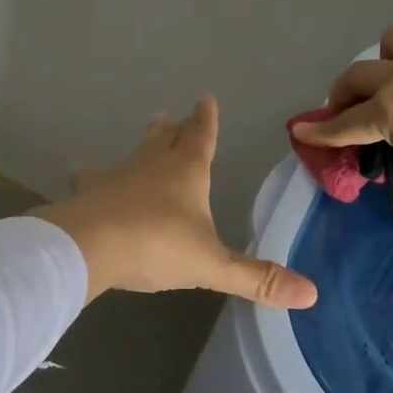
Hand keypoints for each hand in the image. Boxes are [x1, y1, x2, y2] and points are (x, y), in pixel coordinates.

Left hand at [34, 96, 319, 308]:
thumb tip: (311, 293)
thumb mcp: (211, 265)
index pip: (201, 136)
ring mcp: (117, 174)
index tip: (205, 99)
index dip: (206, 119)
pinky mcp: (89, 192)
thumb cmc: (156, 245)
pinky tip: (81, 173)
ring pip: (136, 152)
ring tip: (150, 131)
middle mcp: (152, 164)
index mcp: (186, 172)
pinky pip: (92, 177)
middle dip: (175, 129)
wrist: (89, 246)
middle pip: (167, 139)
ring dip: (145, 143)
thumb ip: (256, 279)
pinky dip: (92, 174)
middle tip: (172, 117)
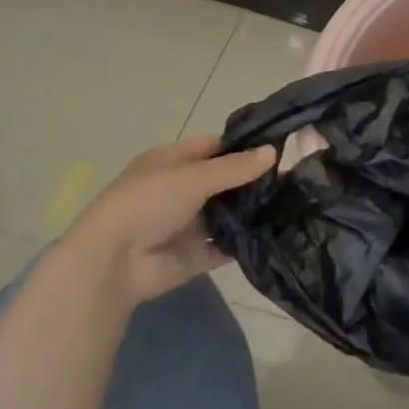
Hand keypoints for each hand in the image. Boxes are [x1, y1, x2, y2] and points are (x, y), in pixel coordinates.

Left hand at [63, 136, 274, 307]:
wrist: (114, 262)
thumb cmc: (148, 203)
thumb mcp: (193, 177)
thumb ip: (235, 168)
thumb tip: (273, 152)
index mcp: (172, 162)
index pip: (213, 147)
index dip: (243, 146)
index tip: (279, 148)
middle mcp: (180, 190)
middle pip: (224, 181)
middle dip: (253, 181)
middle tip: (294, 179)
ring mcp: (188, 224)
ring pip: (227, 214)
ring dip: (251, 211)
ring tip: (293, 205)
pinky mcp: (195, 255)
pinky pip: (225, 246)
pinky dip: (244, 242)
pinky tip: (275, 234)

####

> What to produce
Word for word, repeat all of the entries above, leaving out the pictures.

> Result for this task
Hand keypoints for each hand in the image. Boxes are [x1, y1, x2, y2] and points are (x, y), in pixel coordinates.

Left hand at [34, 96, 319, 308]:
thumb tip: (311, 293)
thumb mcp: (211, 265)
index pip: (201, 136)
ring mcp: (117, 174)
index tip: (205, 99)
index dip: (206, 119)
pinky mcp: (89, 192)
thumb cmc: (156, 245)
pinky tip: (81, 173)
ring pip: (136, 152)
ring tip: (150, 131)
middle mcp: (152, 164)
index mcp: (186, 172)
pinky pip: (92, 177)
middle dip: (175, 129)
wrist: (89, 246)
middle pip: (167, 139)
ring dip: (145, 143)
thumb ip: (256, 279)
pinky dip: (92, 174)
middle tip: (172, 117)
Hand keypoints for each hand in the image. Boxes are [x1, y1, x2, y2] and points are (x, y), in pixel coordinates.

Left hand at [63, 136, 274, 307]:
wrist: (114, 262)
thumb cmc: (148, 203)
thumb mcp: (193, 177)
thumb ip: (235, 168)
thumb tip: (273, 152)
index mcp: (172, 162)
index pip: (213, 147)
index dip: (243, 146)
index tip: (279, 148)
middle mcp: (180, 190)
middle pip: (224, 181)
middle dip: (253, 181)
middle tip: (294, 179)
ring mcp: (188, 224)
ring pip: (227, 214)
ring dip: (251, 211)
ring tip: (293, 205)
pinky mcp: (195, 255)
pinky pip: (225, 246)
pinky dip: (244, 242)
pinky tip: (275, 234)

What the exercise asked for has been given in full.